Exercise – Within the listing below, show every line that contains the word "grid".

=== Section Start ===

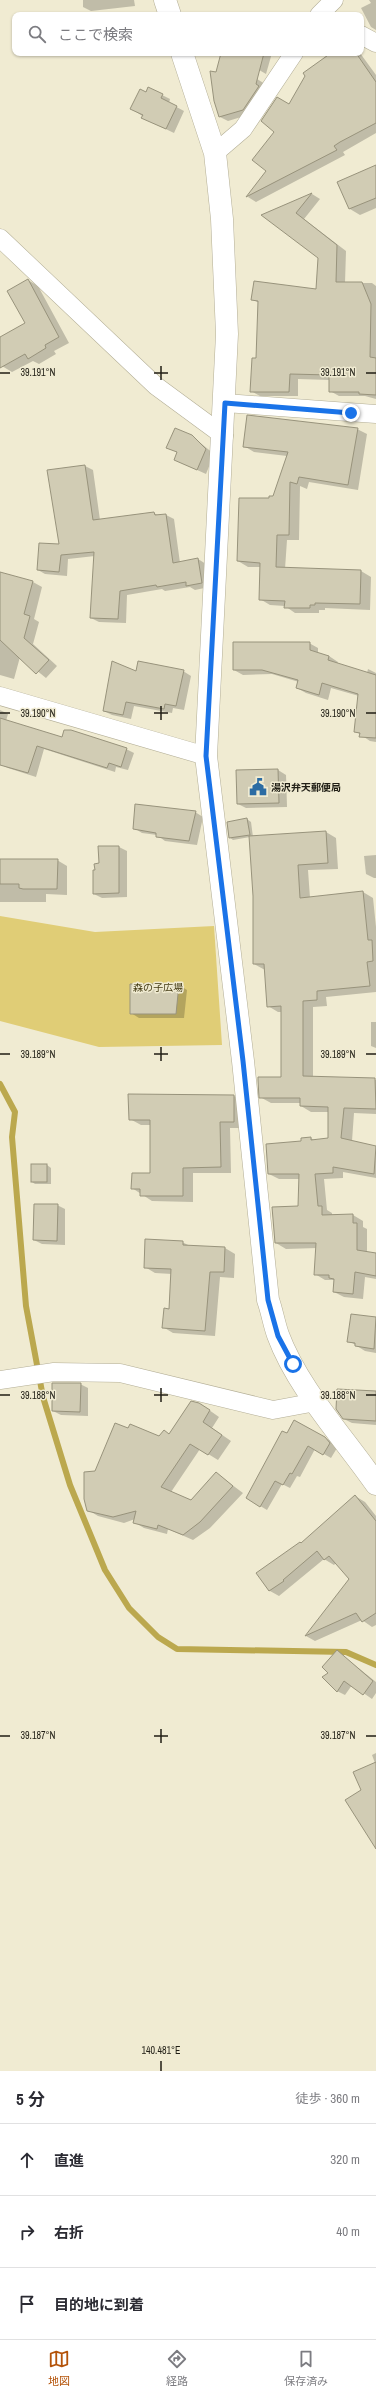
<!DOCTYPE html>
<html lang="ja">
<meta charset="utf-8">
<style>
:root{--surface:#fff;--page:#f7f7f7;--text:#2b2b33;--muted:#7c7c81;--line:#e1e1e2;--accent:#b45309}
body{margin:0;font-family:"Archivo Narrow","Noto Sans JP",sans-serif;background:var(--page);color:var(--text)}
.stop{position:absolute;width:12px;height:12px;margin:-9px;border:3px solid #1a73e8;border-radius:50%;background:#fff}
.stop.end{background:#1a73e8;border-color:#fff;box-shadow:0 1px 4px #0008}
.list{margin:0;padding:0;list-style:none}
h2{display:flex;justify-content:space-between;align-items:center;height:52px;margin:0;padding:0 16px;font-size:17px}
h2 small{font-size:13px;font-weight:400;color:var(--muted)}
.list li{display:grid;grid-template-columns:26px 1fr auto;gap:12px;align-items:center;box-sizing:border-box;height:72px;padding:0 16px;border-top:1px solid var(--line)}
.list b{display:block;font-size:15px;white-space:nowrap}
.list em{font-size:13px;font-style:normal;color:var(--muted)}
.icon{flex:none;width:22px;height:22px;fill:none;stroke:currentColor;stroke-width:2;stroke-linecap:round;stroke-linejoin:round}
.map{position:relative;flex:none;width:376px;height:2071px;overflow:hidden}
.search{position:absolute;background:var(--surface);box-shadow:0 1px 3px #0004;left:12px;right:12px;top:12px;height:44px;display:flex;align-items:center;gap:10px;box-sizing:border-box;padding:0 14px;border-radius:8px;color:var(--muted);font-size:15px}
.sheet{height:268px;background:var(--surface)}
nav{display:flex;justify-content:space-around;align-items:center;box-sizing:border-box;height:56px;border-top:1px solid var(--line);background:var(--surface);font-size:11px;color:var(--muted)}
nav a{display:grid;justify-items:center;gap:2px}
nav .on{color:var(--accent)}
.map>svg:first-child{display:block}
.green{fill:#e0cd76}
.shadow{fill:#0003}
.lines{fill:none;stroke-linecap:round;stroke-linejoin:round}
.stream{stroke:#bba84e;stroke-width:6}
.building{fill:#d1ccb4;stroke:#98937c}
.street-casing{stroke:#b3ae96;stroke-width:19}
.secondary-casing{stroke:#b3ae96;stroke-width:23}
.street{stroke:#fff;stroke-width:18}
.secondary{stroke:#fff;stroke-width:22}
.route{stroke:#1a73e8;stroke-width:5}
.ticks{fill:none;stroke:#201e15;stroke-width:1.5}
.labels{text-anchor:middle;stroke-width:3;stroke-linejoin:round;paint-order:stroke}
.poi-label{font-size:10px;font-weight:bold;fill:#201e15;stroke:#f0ebd2;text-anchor:start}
.park-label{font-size:10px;fill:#423a13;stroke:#f0ebd2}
.ticks-label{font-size:10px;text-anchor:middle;fill:#201e15;stroke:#f0ebd2;stroke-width:3;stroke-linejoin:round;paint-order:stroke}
</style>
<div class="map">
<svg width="376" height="2071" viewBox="0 0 376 2071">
<rect width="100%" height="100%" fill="#f0ebd2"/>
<path class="green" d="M0 916 95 932 214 926 222 1045 99 1047 0 1021Z"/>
<g class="shadow">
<path d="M83 0H134L135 6 91 11 83 7Z"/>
<path d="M369 0H376V30L371 27 361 8 371 3Z"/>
<path d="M230 53H272L266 74Z"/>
<path d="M333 53H360L376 75V133L343 152 345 155 256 202 248 197 267 171 276 132 289 105Z"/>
<path d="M211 73 257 79 265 84 251 114 228 121 220 117 215 101Z"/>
<path d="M147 93 162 95 170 99 169 103 184 111 174 133 151 122 132 109Z"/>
<path d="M376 166V208L360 215 350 209 338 183Z"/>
<path d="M312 194 320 199 304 219 346 251 345 283H372L376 286V399L365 396H339L330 391V380L298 379V396H260L251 391 257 359 259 303 252 299 317 290 319 258 263 215Z"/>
<path d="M28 280 38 286 69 343 54 351 56 354 39 364 33 361 12 372 2 366 0 362V338L26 323Z"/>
<path d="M357 429 367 434 358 490 309 482 307 489 300 486 299 540H287L285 569 361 571 371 577 370 610 325 608V610H319V613H295L285 606 270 605 260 599 261 567H248L238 561 270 499 273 497 287 456 254 452 244 446Z"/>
<path d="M192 436 214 454 206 474 175 460 178 453 167 447Z"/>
<path d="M85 466 93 470 100 520 154 513 159 516 166 515 174 519 180 563 198 559 206 564 209 587 195 590 190 587 165 591 162 589 127 595 126 623 99 622 91 618 95 556 68 559 67 576 45 574 38 570 60 545 48 471Z"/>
<path d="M0 573 33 582 42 587 34 619 39 622 33 644 57 666 46 678 20 657 14 679 0 675Z"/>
<path d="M309 643 318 648V653L329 656 338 662 337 664 367 673 368 669 376 673V742L370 741 355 731 359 696 331 688 328 700 306 693 297 688 299 682 272 674 243 675 234 670Z"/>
<path d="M183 671 191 676 184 710 173 708 172 713 134 706 131 719 112 715 104 711 137 672Z"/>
<path d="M0 710 8 714 6 721 62 739 126 749 134 753 128 770 116 767 115 772 44 749 36 777 8 768 0 764Z"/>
<path d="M278 770 286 775 287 807 246 808 238 804Z"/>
<path d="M195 812 203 817 197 845 165 841 157 835 142 833 134 828Z"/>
<path d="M247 819 251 822 253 837 326 832 336 838 338 869 308 870 310 898 363 892 373 898 376 927V992L326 997 327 1006 313 1007V1078L376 1080V1114L354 1113 352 1141 376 1147V1178L343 1172V1178L324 1179 327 1210 332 1213V1216L353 1215 363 1221V1227L367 1229V1253L376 1254V1279L365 1277 363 1299 344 1297 334 1292 335 1280H325L315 1274 317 1248 286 1249 276 1243 299 1207 300 1179H279L269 1174 302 1142 311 1138 315 1141 329 1139V1112H311L301 1106V1103H271L260 1097 282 1078V1012H278L268 1006 265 970 254 964V896L250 837 233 840 229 837 228 823Z"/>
<path d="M119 847 127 851V897L102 898 94 894 96 871Z"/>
<path d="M376 855V878H374L366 874 364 856Z"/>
<path d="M0 860H57L67 866V895L46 894V902H0Z"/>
<path d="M179 985 187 990 184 1018H139L131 1013Z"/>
<path d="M371 1022H376V1048L371 1046Z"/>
<path d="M234 1096 244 1102V1128H230L231 1173H193V1202L152 1201 132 1188 152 1174 151 1125H141L130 1119Z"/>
<path d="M47 1165 51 1168V1184H35L32 1182Z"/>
<path d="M57 1205 65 1209V1245L42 1244 34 1240Z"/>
<path d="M182 1242 190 1246 225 1248 235 1254 234 1278 220 1277 215 1336 173 1333 163 1327 170 1310 172 1274 155 1273 145 1267Z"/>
<path d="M352 1315 376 1318V1353L365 1351 349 1341Z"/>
<path d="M80 1384 88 1388V1416L61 1415 53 1411Z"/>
<path d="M338 1390 376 1391V1425L352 1423 344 1419Z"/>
<path d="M209 1410 219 1417 212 1428 231 1441 218 1460 200 1449 171 1492 191 1501 216 1473 243 1493 210 1528 193 1540 168 1529 167 1534 144 1528 134 1522 135 1519 124 1523 98 1516 88 1510 95 1472 160 1438 170 1434Z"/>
<path d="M295 1421 332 1442 337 1448 331 1458 315 1449 300 1477 297 1476 290 1488 282 1484 267 1510 247 1498Z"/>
<path d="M355 1496 365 1502 376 1516V1625L372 1627 362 1620 315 1641 306 1636 350 1579 336 1563 334 1565 324 1559 279 1596 270 1591 258 1574 302 1544Z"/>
<path d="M337 1651 376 1682V1693L372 1699 352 1685 345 1695 337 1691 329 1673Z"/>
<path d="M376 1753V1839L362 1791 375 1763 372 1755Z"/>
</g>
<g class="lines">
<path class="stream" d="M0 1084 15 1112 12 1137 26 1306 43 1397 70 1485 105 1570 129 1608 158 1637 177 1649 346 1652 376 1665"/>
</g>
<g class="building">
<path d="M221 53H264L256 84 259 86 243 110 219 117 214 101 210 71 216 72Z"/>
<path d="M331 53H356L376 82V123L340 142 334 146 337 150 246 197 266 171 252 160 274 132 261 121 277 97 289 104 305 76 303 73Z"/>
<path d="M148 87 163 94 161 98 177 106 166 129 141 118 143 115 130 109 140 89 146 92Z"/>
<path d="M376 165V198L349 209 337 182Z"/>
<path d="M312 193 296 213 337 245 336 282H362L371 304 370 357 376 358V395L359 394V392H329V375L290 374 289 392H250L252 358H256L258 301 251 300 254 281 316 289 318 258 261 215Z"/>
<path d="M28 279 59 337 45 345 46 348 28 359 25 354 0 368V337L25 323 7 291Z"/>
<path d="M247 415 358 428 348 485 299 477 297 484 290 482 289 535H277L276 567 361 570 360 604 315 603V605H310V608H284L285 601 259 600 260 563 237 561 239 498H269V496H273L288 452 243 447Z"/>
<path d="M175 428 192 435 206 449 197 470 174 460 177 452 166 448Z"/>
<path d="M85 465 93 520 154 512 155 515 166 514 173 563 198 558 202 583 186 586V582L157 587 156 585 120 591 118 619 90 618 94 552 61 555 59 572 37 570 39 543 59 544 47 470Z"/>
<path d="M0 572 33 581 24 614 30 616 24 638 49 660 36 674 0 640Z"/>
<path d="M233 642H310V650L329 656 328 660 376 675V738L359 737 360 733 354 732 358 694 322 683 319 695 296 688 298 680 262 670H233Z"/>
<path d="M112 661 136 671 138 661 184 670 176 706 165 704 164 709 126 702 123 715 103 711Z"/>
<path d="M0 718 62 737 64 730H71L127 748 121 767 109 763 107 768 37 746 28 773 0 765Z"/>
<path d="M278 769 279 803 237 804 236 770Z"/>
<path d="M135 804 196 811 189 841 156 837V833L133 829Z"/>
<path d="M247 818 250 835 229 838 227 822Z"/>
<path d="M326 831 328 863 298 865 300 898 363 891 368 940H372L373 961 367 962 370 986 317 991V1000L303 1001V1076L375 1078 376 1109 344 1108 341 1138 376 1146 374 1174 333 1167V1173L315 1174 318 1206H322V1215L353 1214V1223H357V1250L376 1253V1276L355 1272 353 1294 333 1292 334 1279 329 1278V1275H314L316 1243H275L272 1207 298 1206 299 1174H268L266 1144 301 1141V1138L311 1137V1140L328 1138V1107L300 1106V1098H259L258 1080V1077H281V1006L267 1007 264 964H253V896L249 836Z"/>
<path d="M98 846H119V893L93 894V870H95L94 864 99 863Z"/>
<path d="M0 859H58L57 889H23L19 888V884H0Z"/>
<path d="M130 984H179L176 1014H130Z"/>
<path d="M128 1094 234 1095V1122H220L221 1167 183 1168V1196H140V1189H131L132 1173H150V1120H129Z"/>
<rect x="31" y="1164" width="16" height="18"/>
<path d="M34 1204H58L57 1241 33 1240Z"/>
<path d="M145 1239 183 1241V1245L225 1247 224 1272H210L205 1331 162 1328 164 1308 169 1309 171 1269 144 1268Z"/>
<path d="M351 1314 376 1317 374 1349 355 1346V1343L347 1342Z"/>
<path d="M52 1383H81L80 1412 52 1411Z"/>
<path d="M337 1389 376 1391V1421L343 1419 336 1409Z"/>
<path d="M191 1401 199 1403 210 1410 203 1422 222 1435 208 1455 190 1444 161 1487 191 1500 216 1472 233 1486 200 1522 183 1535 158 1525 157 1529 133 1523 136 1511 113 1517 87 1511 84 1499V1472L95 1471 115 1423 128 1428 130 1424 159 1436 164 1430 169 1434Z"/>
<path d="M294 1420 325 1437 330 1443 323 1455 308 1446 292 1474 290 1473 283 1485 275 1481 260 1507 246 1498 282 1431 287 1433Z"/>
<path d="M355 1495 376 1521V1613L362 1622 356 1613 305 1636 349 1579 329 1556 324 1560 317 1551 283 1580 284 1581 269 1591 256 1573 300 1542 301 1543Z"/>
<path d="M337 1650 373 1681 363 1695 344 1681 337 1692 322 1677 328 1673 322 1667Z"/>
<path d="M376 1762V1849L345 1800 361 1790 353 1772Z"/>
</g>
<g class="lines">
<g class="street-casing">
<g id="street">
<path d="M319 15 334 0"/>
<path d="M361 35 376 43"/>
<path d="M215 153 243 129 294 53"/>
<path d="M0 238 156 386 224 436"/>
<path d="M225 403 376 414"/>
<path d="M0 696 206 756"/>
<path d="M0 1380 54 1372 120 1373 273 1410 316 1402"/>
</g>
</g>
<g class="secondary-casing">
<g id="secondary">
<path d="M165 0 170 15"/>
<path d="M182 53 215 153 222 219 227 334 206 756 243 1061 268 1300C272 1311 274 1324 278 1335 297 1387 344 1438 376 1484"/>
</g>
</g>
<use href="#street" class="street"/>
<use href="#secondary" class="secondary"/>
</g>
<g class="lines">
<path class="route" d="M293 1364 278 1336 268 1300 243 1061 206 756 225 403 351 413"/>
</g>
<path class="ticks" d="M161 366V380M0 373H10M154 373H168M366 373H376M161 706V720M0 713H10M154 713H168M366 713H376M161 1047V1061M0 1054H10M154 1054H168M366 1054H376M161 1388V1402M0 1395H10M154 1395H168M366 1395H376M161 1729V1743M0 1736H10M154 1736H168M366 1736H376M161 2061V2071"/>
<defs>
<g id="civic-bare" transform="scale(1.38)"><path d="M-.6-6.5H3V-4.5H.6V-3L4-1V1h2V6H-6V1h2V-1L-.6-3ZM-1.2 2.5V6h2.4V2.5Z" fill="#2c6ca3" stroke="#f0ebd2" stroke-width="2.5" paint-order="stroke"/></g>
</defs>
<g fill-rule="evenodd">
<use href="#civic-bare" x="258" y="787"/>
</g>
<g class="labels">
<g class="poi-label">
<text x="271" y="791">湯沢弁天郵便局</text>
</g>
<g class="park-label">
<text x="158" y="991">森の子広場</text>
</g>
</g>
<g class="ticks-label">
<text x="38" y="376">39.191°N</text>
<text x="338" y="376">39.191°N</text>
<text x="38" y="717">39.190°N</text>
<text x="338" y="717">39.190°N</text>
<text x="38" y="1058">39.189°N</text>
<text x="338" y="1058">39.189°N</text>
<text x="38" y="1399">39.188°N</text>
<text x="338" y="1399">39.188°N</text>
<text x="38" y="1739">39.187°N</text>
<text x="338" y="1739">39.187°N</text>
<text x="161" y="2054">140.481°E</text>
</g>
</svg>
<div class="stop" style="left:293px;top:1364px"></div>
<div class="stop end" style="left:351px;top:413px"></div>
<div class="search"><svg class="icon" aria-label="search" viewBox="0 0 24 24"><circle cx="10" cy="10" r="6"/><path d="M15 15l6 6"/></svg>ここで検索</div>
</div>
<section class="sheet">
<h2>5 分<small>徒歩 · 360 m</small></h2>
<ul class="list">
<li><svg class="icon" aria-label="ahead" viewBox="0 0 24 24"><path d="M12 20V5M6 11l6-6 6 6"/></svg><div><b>直進</b></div><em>320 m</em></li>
<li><svg class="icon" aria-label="right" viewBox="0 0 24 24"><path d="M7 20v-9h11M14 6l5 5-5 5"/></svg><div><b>右折</b></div><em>40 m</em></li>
<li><svg class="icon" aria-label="arrive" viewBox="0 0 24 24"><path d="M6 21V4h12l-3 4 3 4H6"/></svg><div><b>目的地に到着</b></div></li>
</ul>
</section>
<nav>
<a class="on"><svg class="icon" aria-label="map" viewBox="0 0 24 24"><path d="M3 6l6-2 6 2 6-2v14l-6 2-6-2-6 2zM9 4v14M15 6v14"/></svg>地図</a>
<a><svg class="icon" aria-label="directions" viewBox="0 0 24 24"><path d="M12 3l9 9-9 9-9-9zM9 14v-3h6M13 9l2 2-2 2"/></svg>経路</a>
<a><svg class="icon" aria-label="saved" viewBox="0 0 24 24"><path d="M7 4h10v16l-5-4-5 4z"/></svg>保存済み</a>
</nav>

=== Section End ===

Output of the exercise –
.list li{display:grid;grid-template-columns:26px 1fr auto;gap:12px;align-items:center;box-sizing:border-box;height:72px;padding:0 16px;border-top:1px solid var(--line)}
nav a{display:grid;justify-items:center;gap:2px}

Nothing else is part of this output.